According to Paul Little, professor of primary care research at the institution, the high number of doctors prescribing the medication is driving antibiotic resistance, one of the most serious public health dangers facing people as it means they are at risk of falling ill to untreatable infections.
He said training has been found to have a positive effect on lowering prescription rates, but above all it is the way this learning is delivered that is limiting its impact in everyday practice.
"Novel techniques are therefore needed to lead changes at a national and international level. Internet training has the advantage that it can be disseminated widely at a low cost and does not need much resource," the professor remarked.

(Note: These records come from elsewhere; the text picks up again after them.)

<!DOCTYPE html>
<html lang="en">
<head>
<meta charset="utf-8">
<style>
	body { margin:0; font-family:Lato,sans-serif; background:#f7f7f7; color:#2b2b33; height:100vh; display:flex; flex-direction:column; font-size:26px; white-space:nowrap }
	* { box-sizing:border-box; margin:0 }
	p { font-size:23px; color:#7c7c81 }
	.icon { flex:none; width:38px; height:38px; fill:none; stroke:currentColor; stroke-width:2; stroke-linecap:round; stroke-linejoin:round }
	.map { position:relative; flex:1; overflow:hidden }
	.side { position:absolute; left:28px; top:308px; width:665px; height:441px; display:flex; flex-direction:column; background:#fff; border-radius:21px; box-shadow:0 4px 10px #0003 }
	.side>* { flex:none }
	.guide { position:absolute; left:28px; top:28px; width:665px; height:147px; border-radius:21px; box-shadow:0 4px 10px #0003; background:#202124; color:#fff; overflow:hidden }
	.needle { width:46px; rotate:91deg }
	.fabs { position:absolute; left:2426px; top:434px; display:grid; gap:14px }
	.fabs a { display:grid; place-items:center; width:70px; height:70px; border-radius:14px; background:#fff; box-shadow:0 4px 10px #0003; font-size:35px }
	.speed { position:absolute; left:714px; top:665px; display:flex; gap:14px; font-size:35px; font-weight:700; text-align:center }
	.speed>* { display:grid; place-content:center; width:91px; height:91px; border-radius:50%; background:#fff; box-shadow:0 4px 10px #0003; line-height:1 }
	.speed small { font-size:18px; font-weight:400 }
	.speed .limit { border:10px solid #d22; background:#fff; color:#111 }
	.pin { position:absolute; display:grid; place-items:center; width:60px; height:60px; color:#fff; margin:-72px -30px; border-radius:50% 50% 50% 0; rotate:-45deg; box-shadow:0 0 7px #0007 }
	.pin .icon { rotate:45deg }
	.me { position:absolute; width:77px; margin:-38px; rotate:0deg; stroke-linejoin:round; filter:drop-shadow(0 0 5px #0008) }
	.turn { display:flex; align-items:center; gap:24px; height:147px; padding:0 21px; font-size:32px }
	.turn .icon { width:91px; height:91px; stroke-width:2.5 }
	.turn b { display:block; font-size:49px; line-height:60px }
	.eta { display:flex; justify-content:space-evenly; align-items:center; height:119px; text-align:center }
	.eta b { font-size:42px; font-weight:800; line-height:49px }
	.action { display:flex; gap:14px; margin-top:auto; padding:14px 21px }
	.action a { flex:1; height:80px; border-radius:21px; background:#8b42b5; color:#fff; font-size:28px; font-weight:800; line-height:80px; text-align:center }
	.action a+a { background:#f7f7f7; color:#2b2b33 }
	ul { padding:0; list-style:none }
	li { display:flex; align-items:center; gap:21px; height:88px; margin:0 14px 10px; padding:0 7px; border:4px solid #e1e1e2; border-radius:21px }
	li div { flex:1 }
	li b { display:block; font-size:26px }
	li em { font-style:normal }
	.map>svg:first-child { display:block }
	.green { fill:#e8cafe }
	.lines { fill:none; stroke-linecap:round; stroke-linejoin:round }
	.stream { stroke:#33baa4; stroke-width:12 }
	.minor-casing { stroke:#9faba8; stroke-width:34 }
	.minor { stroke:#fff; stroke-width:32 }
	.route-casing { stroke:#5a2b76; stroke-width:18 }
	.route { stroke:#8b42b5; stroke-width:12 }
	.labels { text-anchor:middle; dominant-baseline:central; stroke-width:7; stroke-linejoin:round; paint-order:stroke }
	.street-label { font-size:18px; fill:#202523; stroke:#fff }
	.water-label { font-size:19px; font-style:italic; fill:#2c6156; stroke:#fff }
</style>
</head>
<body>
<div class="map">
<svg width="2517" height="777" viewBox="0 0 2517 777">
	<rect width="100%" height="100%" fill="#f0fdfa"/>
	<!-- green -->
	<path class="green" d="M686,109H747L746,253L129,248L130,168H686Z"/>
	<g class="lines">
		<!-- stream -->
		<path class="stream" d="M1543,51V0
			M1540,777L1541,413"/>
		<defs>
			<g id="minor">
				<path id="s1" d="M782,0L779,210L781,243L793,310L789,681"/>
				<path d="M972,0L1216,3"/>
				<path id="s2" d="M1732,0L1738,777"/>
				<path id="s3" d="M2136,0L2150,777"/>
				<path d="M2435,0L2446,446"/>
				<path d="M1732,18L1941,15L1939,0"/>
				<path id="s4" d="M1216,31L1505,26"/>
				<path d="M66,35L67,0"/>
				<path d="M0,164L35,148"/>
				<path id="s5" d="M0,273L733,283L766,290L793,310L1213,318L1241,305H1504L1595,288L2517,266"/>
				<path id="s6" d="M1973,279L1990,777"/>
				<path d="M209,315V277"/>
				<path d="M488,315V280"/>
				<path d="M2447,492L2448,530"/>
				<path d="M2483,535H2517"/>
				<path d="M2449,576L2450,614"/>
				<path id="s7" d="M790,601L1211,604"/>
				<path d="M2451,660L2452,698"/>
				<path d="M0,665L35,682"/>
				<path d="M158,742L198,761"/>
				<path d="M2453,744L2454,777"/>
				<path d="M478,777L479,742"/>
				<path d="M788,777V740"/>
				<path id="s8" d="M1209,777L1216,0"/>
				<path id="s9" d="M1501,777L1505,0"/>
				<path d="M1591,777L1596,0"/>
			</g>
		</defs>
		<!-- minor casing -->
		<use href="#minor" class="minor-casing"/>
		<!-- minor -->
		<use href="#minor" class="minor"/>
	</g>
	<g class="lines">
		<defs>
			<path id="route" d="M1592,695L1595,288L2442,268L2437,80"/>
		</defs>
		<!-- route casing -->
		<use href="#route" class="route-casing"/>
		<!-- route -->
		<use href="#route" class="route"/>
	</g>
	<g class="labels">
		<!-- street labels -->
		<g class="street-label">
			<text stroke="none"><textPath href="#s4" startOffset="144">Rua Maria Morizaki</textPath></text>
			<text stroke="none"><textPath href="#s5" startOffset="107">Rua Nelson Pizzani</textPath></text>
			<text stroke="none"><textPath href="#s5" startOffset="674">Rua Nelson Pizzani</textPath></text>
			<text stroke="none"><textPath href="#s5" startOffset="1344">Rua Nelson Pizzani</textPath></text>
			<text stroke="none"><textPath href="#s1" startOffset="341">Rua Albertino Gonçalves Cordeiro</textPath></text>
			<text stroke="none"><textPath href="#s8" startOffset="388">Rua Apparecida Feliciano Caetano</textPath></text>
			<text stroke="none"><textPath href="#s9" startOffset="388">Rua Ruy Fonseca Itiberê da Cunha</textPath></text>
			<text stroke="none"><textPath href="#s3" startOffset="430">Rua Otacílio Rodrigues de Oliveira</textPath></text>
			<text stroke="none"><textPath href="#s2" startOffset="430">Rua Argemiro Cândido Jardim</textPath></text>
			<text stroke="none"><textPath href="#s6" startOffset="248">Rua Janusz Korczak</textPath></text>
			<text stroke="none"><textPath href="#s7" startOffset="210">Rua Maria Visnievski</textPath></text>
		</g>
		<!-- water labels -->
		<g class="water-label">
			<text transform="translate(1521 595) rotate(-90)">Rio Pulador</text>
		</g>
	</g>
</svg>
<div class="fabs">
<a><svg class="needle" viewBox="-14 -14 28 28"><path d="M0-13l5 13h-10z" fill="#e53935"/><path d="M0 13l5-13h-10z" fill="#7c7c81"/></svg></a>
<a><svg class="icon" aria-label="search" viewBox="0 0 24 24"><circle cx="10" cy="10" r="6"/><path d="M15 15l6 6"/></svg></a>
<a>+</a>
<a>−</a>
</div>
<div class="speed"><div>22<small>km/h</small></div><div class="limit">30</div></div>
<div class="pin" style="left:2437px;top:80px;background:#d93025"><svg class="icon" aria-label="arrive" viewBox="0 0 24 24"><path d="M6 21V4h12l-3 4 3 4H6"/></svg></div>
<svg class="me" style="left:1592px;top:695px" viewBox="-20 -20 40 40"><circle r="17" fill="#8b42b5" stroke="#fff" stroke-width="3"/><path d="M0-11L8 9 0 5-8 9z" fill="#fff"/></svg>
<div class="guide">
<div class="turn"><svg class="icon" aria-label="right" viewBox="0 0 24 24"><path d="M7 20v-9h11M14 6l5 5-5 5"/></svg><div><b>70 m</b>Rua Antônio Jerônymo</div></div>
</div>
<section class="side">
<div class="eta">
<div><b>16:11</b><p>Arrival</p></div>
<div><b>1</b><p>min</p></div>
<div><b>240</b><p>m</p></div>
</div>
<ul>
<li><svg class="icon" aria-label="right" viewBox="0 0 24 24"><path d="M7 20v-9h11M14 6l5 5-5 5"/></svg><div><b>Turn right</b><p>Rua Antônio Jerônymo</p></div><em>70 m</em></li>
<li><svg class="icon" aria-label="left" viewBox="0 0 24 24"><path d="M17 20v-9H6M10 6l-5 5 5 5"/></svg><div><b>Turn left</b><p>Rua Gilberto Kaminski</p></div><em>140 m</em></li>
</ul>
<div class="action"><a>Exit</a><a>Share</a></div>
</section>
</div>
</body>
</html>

For the study, which was backed by the National Institute for Health Research Clinical Research Network in England, participating clinicians were required to trial one of four practices - usual care, internet-based training in enhanced communication skills, online learning to use a C-reactive protein (CRP) test and combined training.
Individuals who were trained using the CRP test saw their antibiotic prescribing rates drop by 47 per cent, while those who received enhanced communications skills training reduced them by 32 per cent.
Prescribing rates also decreased for upper respiratory tract infections like influenza, colds and throat and sinus infections.
Professor Little remarked: "These interventions have shown that providing interactive training methods using the internet to modify antibiotic prescribing is remarkably effective."
This comes after a recent report published by journalist Camilla Cavendish called for improved training for healthcare assistants and criticised the fact there is no minimum standard of care in place for these workers before they can interact with patients unsupervised.